The reply should contain every entry below exactly as written, with no images.

"""

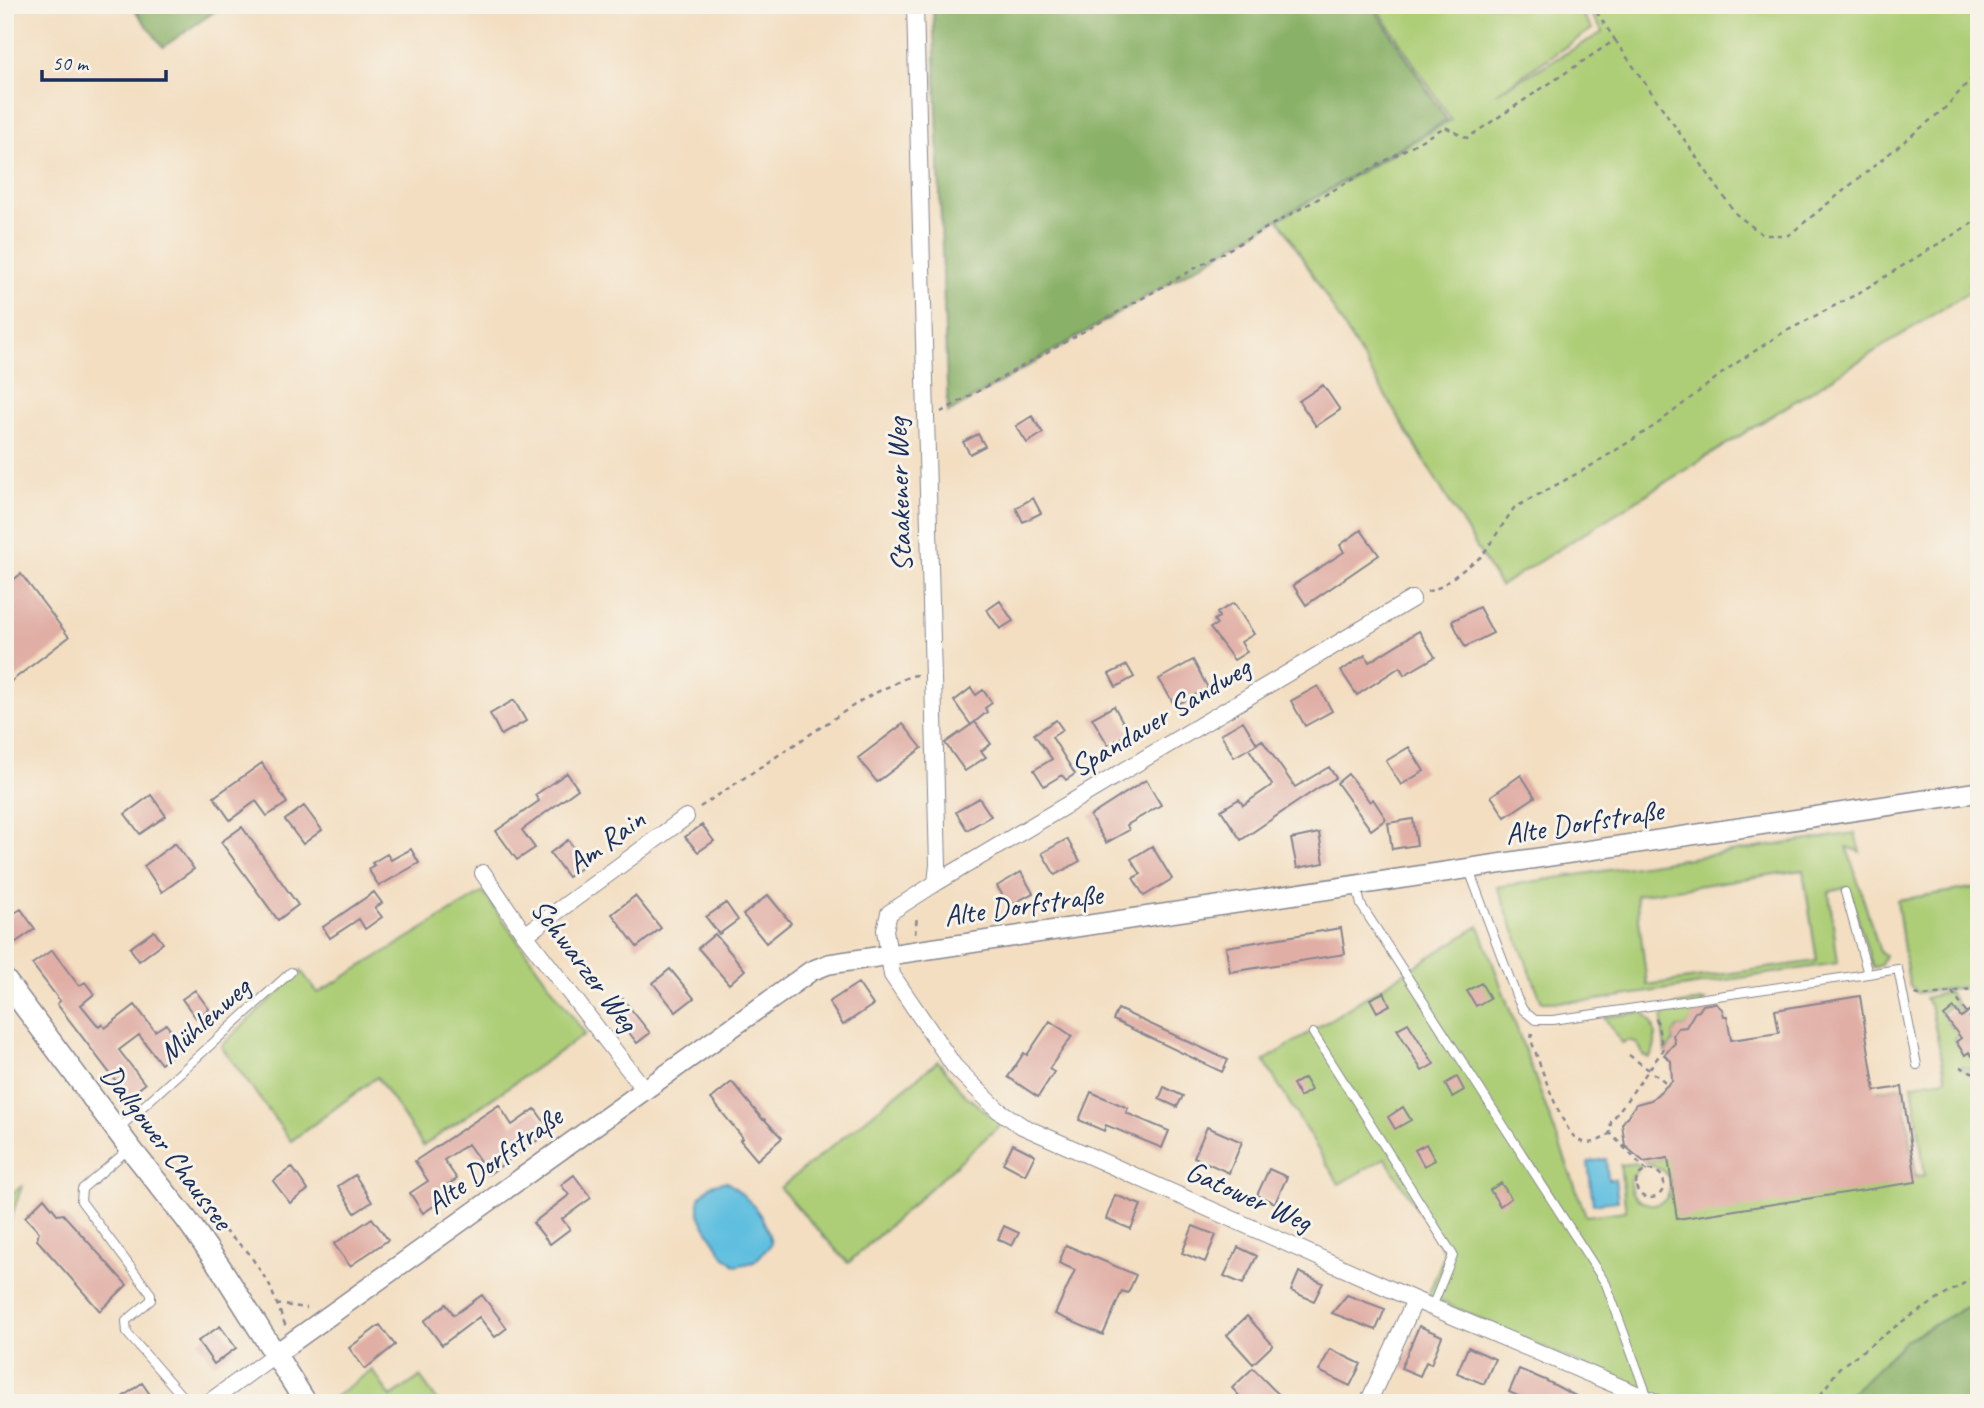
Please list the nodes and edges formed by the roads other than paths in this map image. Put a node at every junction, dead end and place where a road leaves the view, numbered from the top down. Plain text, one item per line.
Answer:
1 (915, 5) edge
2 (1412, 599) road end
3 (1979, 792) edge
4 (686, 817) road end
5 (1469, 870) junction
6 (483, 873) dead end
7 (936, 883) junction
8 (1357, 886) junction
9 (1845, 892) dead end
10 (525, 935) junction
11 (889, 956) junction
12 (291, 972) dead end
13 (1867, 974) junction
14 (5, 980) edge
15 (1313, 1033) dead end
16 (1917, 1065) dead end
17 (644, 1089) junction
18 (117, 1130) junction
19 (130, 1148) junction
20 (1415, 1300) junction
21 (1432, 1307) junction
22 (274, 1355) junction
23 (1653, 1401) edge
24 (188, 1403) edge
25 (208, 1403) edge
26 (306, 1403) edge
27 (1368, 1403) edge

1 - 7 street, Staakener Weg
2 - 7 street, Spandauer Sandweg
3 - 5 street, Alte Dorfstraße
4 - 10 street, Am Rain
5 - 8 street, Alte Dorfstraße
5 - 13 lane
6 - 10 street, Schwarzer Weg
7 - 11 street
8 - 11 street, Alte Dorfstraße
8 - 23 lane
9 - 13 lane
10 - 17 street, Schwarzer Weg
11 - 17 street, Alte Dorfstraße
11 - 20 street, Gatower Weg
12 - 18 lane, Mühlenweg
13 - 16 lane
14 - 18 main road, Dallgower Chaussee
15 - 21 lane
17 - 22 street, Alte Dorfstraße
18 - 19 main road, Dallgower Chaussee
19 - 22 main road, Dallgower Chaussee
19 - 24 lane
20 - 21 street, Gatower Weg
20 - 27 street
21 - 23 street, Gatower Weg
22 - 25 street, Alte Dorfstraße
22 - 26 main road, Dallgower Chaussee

"""

Exercise response:
Please list the nodes and edges formed by the roads other than paths in this map image. Put a node at every junction, dead end and place where a road leaves the view, numbered from the top down. Plain text, one item per line.
Answer:
1 (915, 5) edge
2 (1412, 599) road end
3 (1979, 792) edge
4 (686, 817) road end
5 (1469, 870) junction
6 (483, 873) dead end
7 (936, 883) junction
8 (1357, 886) junction
9 (1845, 892) dead end
10 (525, 935) junction
11 (889, 956) junction
12 (291, 972) dead end
13 (1867, 974) junction
14 (5, 980) edge
15 (1313, 1033) dead end
16 (1917, 1065) dead end
17 (644, 1089) junction
18 (117, 1130) junction
19 (130, 1148) junction
20 (1415, 1300) junction
21 (1432, 1307) junction
22 (274, 1355) junction
23 (1653, 1401) edge
24 (188, 1403) edge
25 (208, 1403) edge
26 (306, 1403) edge
27 (1368, 1403) edge

1 - 7 street, Staakener Weg
2 - 7 street, Spandauer Sandweg
3 - 5 street, Alte Dorfstraße
4 - 10 street, Am Rain
5 - 8 street, Alte Dorfstraße
5 - 13 lane
6 - 10 street, Schwarzer Weg
7 - 11 street
8 - 11 street, Alte Dorfstraße
8 - 23 lane
9 - 13 lane
10 - 17 street, Schwarzer Weg
11 - 17 street, Alte Dorfstraße
11 - 20 street, Gatower Weg
12 - 18 lane, Mühlenweg
13 - 16 lane
14 - 18 main road, Dallgower Chaussee
15 - 21 lane
17 - 22 street, Alte Dorfstraße
18 - 19 main road, Dallgower Chaussee
19 - 22 main road, Dallgower Chaussee
19 - 24 lane
20 - 21 street, Gatower Weg
20 - 27 street
21 - 23 street, Gatower Weg
22 - 25 street, Alte Dorfstraße
22 - 26 main road, Dallgower Chaussee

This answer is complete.